Isto ajuda-nos a voltar também às fontes da fé. De fato,
permite-nos peregrinar idealmente até aos Lugares Santos: imaginar Jesus, que
realizou grande parte do seu ministério precisamente nas margens de um lago, o
Lago da Galileia. Lá escolheu e chamou os Apóstolos, proclamou as
Bem-Aventuranças, contou a maior parte das parábolas, realizou sinais e curas.
Ora, aquele lago constituía o coração da «Galileia dos gentios» (Mt 4,15),
uma zona periférica, de comércio, para onde confluíam as mais variadas
populações, colorindo a região de tradições e cultos diversos. Tratava-se do
lugar mais distante, geográfica e culturalmente, da pureza religiosa que se
concentrava em Jerusalém, no templo. Por isso podemos imaginar aquele lago,
chamado Mar da Galileia, como um condensado de diferenças: nas suas
margens, encontravam-se pescadores e cobradores de impostos, centuriões e
escravos, fariseus e pobres, homens e mulheres das mais variadas proveniências
e estratos sociais. E foi lá, precisamente, que Jesus pregou o Reino de Deus:
não a pessoas religiosas selecionadas, mas a populações diferenciadas que
acorriam de várias partes, como hoje: pregou acolhendo a todos em um cenário
natural como este. Deus escolheu aquele contexto poliédrico e heterogêneo para
anunciar ao mundo algo revolucionário: por exemplo, «oferecei a outra face,
amai os inimigos, vivei como irmãos para ser filhos do Pai do Céu que faz
brilhar o sol sobre os bons e os maus e faz cair a chuva sobre os justos e os
injustos» (cf. Mt 5,38-48).
E assim, precisamente aquele lago, «mestiçado de diversidade», tornou-se a sede
de um inaudito anúncio de fraternidade; de uma revolução sem mortos
nem feridos, a revolução do amor. E aqui, nas margens deste lago, o som dos
tambores que atravessa os séculos e une povos diferentes, remete-nos àquela
época. Recorda-nos que a fraternidade é verdadeira se une os distantes, que a
mensagem de unidade que o Céu envia à terra não teme as diferenças e
convida-nos à comunhão, à comunhão das diferenças, para recomeçar juntos,
porque todos - todos! - somos peregrinos a caminho.

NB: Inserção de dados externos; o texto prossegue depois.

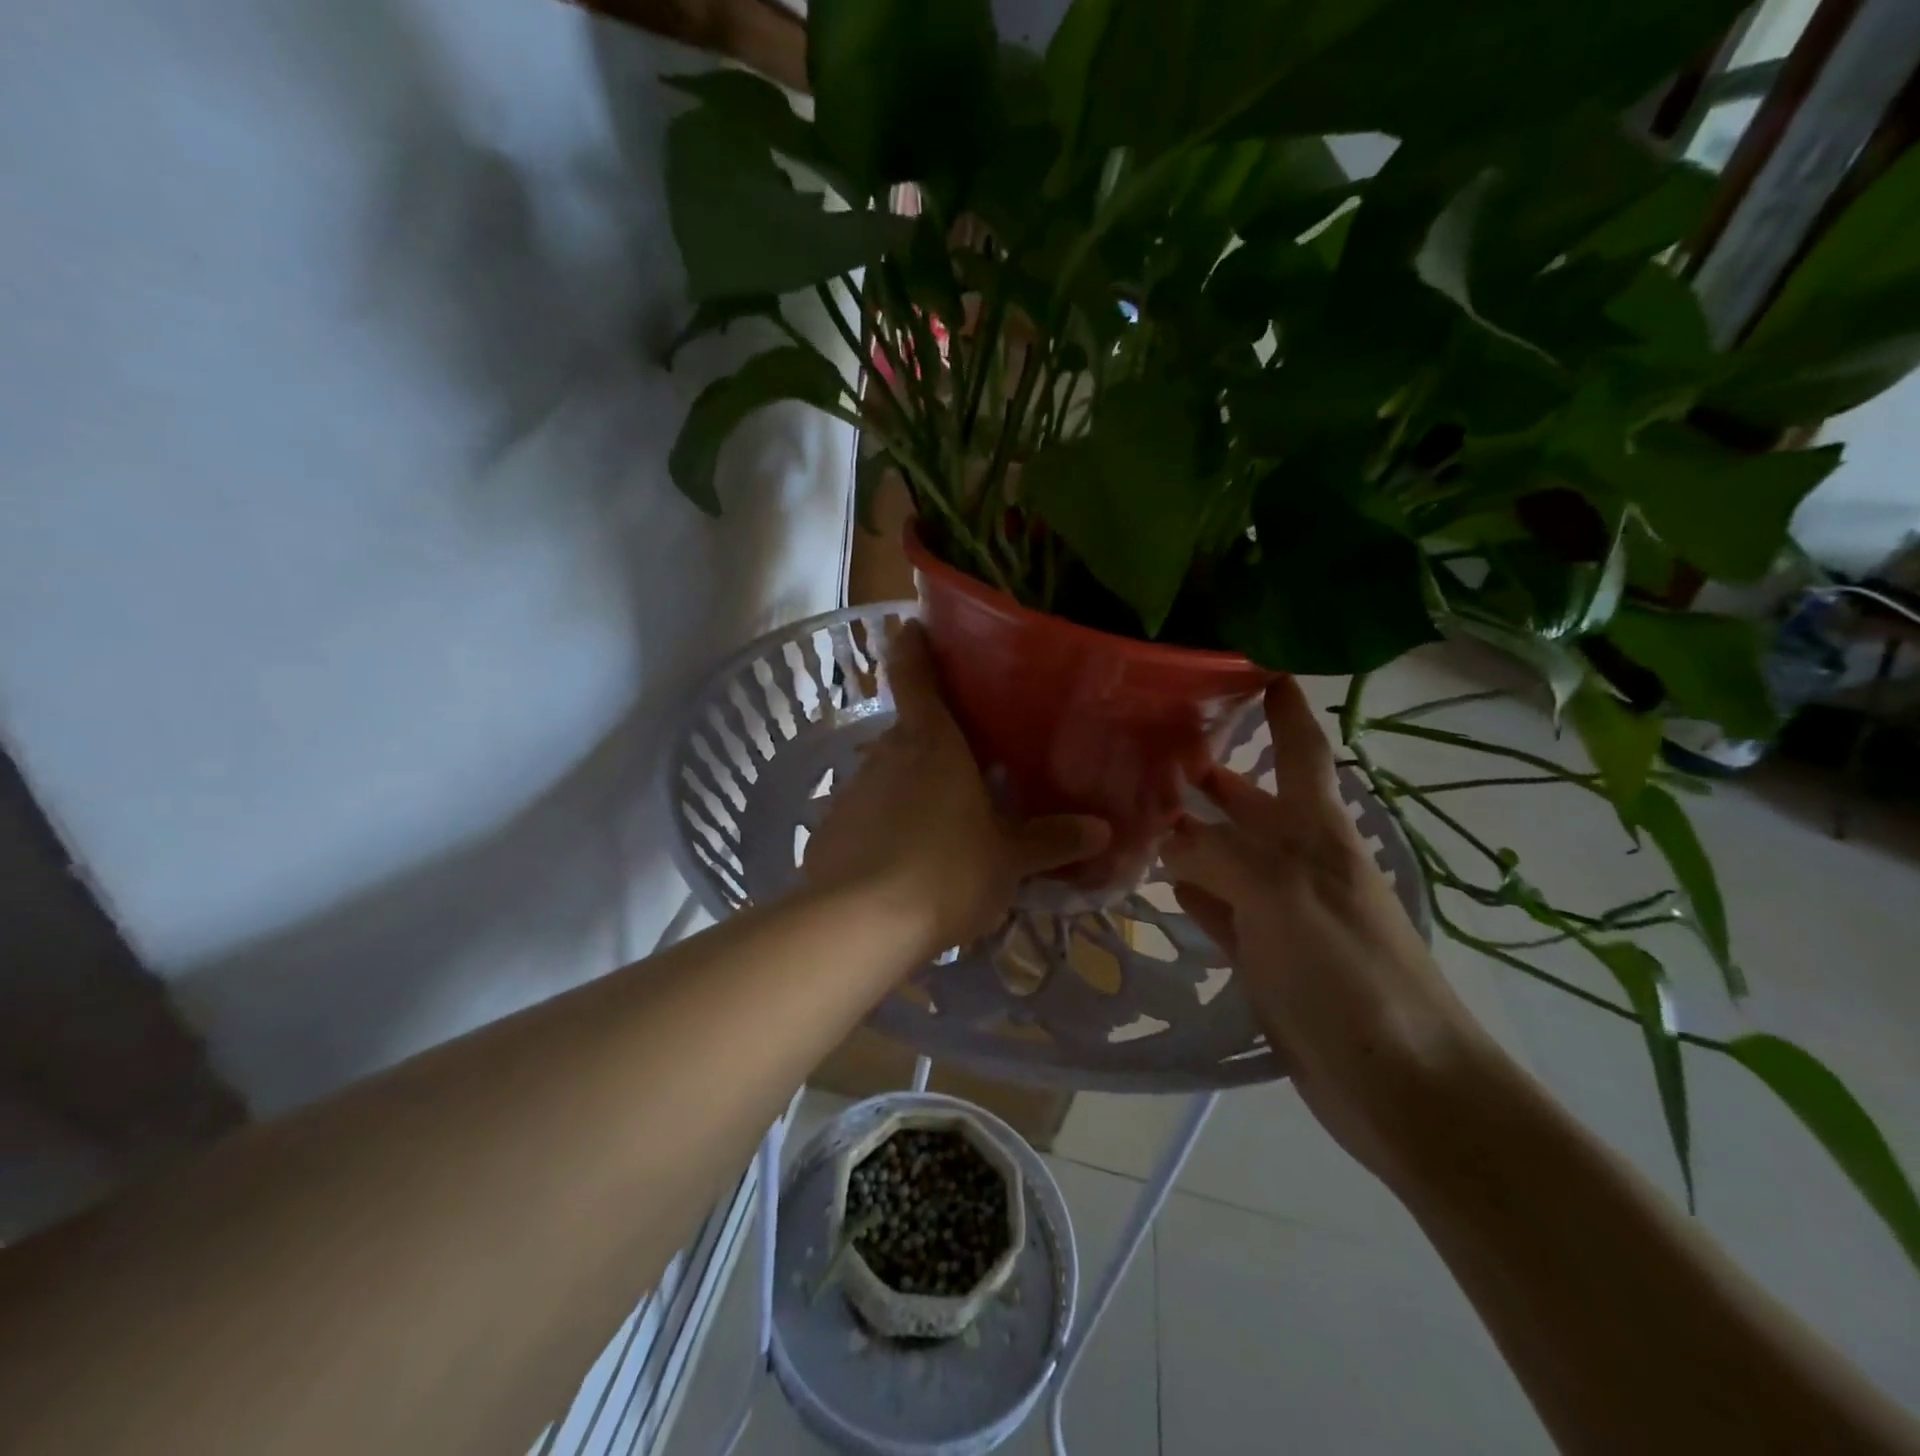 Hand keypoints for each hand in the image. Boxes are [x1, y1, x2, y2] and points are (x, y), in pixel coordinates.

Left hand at [804, 622, 1109, 957]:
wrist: (860, 925)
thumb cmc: (947, 871)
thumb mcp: (1008, 859)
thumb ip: (1051, 840)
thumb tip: (1102, 830)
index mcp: (931, 741)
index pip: (913, 673)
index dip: (913, 646)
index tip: (914, 628)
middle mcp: (886, 753)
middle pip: (908, 729)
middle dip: (934, 738)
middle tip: (969, 758)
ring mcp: (853, 791)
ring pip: (888, 774)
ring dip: (913, 787)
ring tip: (944, 819)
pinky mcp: (831, 830)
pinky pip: (868, 815)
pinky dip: (887, 826)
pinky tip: (906, 861)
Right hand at [1162, 677, 1498, 1182]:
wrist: (1399, 1082)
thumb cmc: (1349, 970)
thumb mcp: (1279, 894)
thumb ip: (1214, 854)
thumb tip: (1160, 834)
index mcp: (1318, 831)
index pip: (1301, 749)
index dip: (1284, 707)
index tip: (1255, 666)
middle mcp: (1298, 859)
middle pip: (1250, 800)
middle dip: (1213, 768)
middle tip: (1153, 739)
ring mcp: (1278, 908)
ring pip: (1223, 853)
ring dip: (1190, 828)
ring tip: (1136, 801)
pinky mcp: (1262, 954)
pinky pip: (1213, 905)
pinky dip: (1186, 887)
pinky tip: (1155, 875) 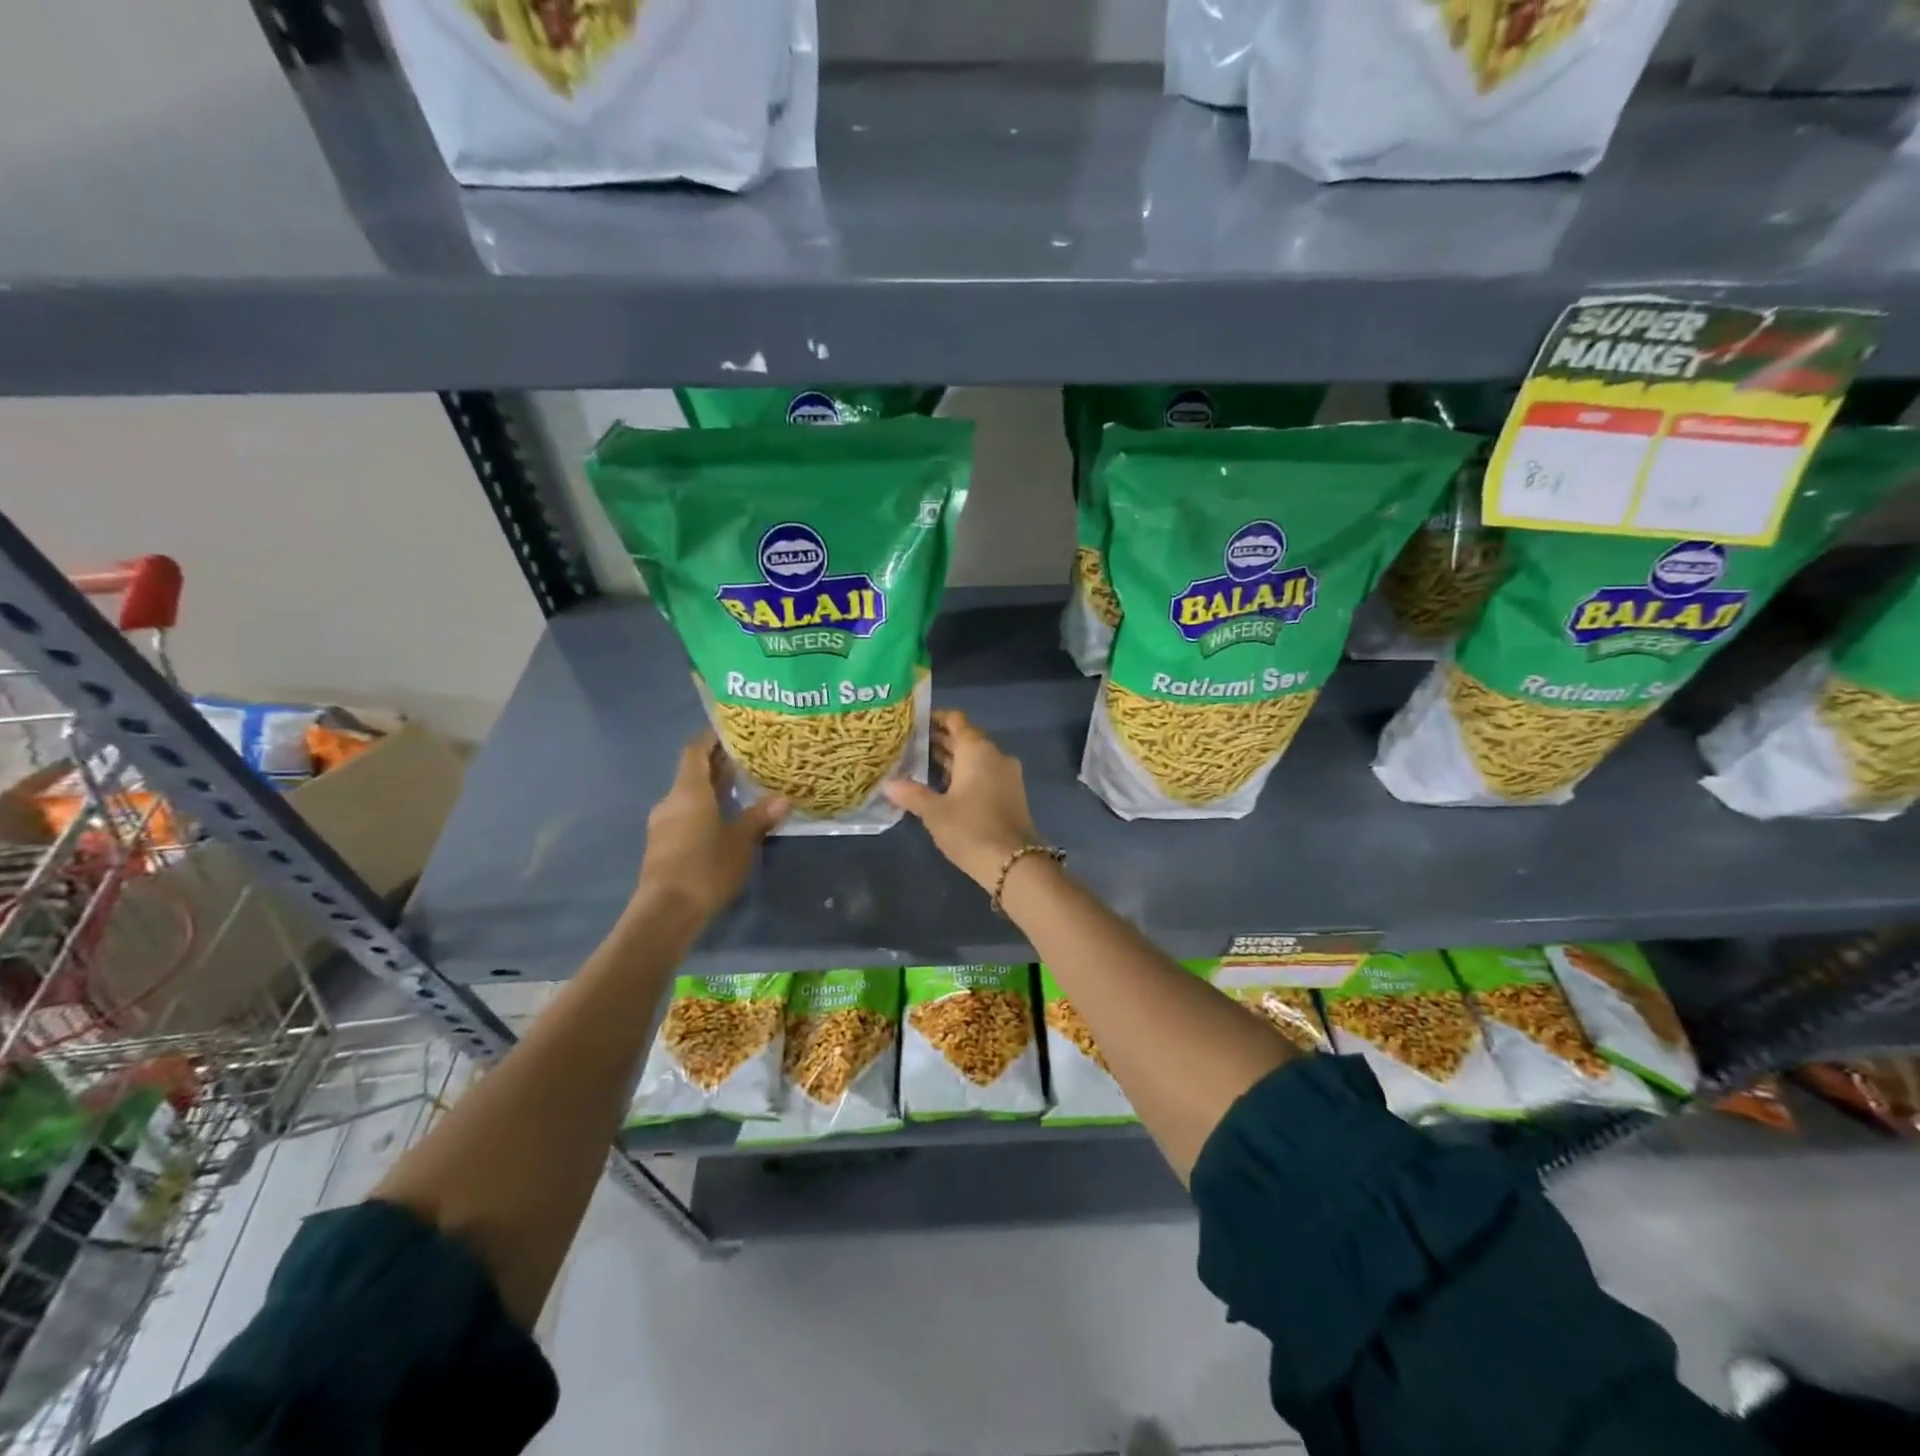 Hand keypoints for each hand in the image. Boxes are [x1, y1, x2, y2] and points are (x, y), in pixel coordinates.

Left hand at [635, 733, 787, 922]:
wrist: (666, 912)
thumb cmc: (705, 867)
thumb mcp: (740, 842)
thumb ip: (759, 817)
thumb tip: (784, 798)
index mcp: (688, 791)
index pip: (695, 750)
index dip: (711, 737)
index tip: (731, 730)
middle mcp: (671, 801)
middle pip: (693, 772)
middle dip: (717, 764)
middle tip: (747, 759)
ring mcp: (663, 824)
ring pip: (689, 796)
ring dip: (711, 789)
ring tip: (741, 789)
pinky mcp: (662, 845)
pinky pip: (685, 815)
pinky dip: (704, 809)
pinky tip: (724, 820)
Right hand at [884, 710, 1039, 890]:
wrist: (1014, 863)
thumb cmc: (971, 829)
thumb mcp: (934, 812)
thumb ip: (911, 794)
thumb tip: (888, 784)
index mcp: (977, 749)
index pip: (956, 720)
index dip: (935, 718)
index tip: (913, 723)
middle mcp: (994, 754)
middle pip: (965, 738)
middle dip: (939, 741)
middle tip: (909, 745)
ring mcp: (1006, 774)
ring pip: (974, 758)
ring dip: (951, 759)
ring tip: (919, 765)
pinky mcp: (1010, 794)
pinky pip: (984, 774)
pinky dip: (964, 774)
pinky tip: (943, 787)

Irmãos e irmãs peregrinos, que podemos
receber destas águas? A Palavra de Deus ajuda-nos a descobri-lo. O profeta
Ezequiel repetiu, por duas vezes, que as águas que jorram a partir do templo
para o povo de Deus «dão vida» e «curam» (cf. Ez 47,8-9).
Dão vida. Penso nas avós que estão aqui conosco. Tantas! Caríssimas, os vossos corações
são fontes de onde jorra a água viva da fé, com a qual saciastes a sede de filhos
e netos. Impressiona-me o papel vital das mulheres nas comunidades indígenas:
ocupam um lugar de relevo enquanto fontes abençoadas de vida, não apenas
física, mas também espiritual. E, ao pensar nas vossas kokum,
recordo também a minha avó. Dela recebi o primeiro anúncio da fé e aprendi que
é assim que se transmite o Evangelho: mediante a ternura do trato e da
sabedoria da vida. A fé raramente nasce lendo sozinho um livro na sala, mas
difunde-se em um clima familiar, transmite-se na língua das mães, com o doce
canto dialetal das avós. Inflama-me o coração ver aqui tantos avós e bisavós.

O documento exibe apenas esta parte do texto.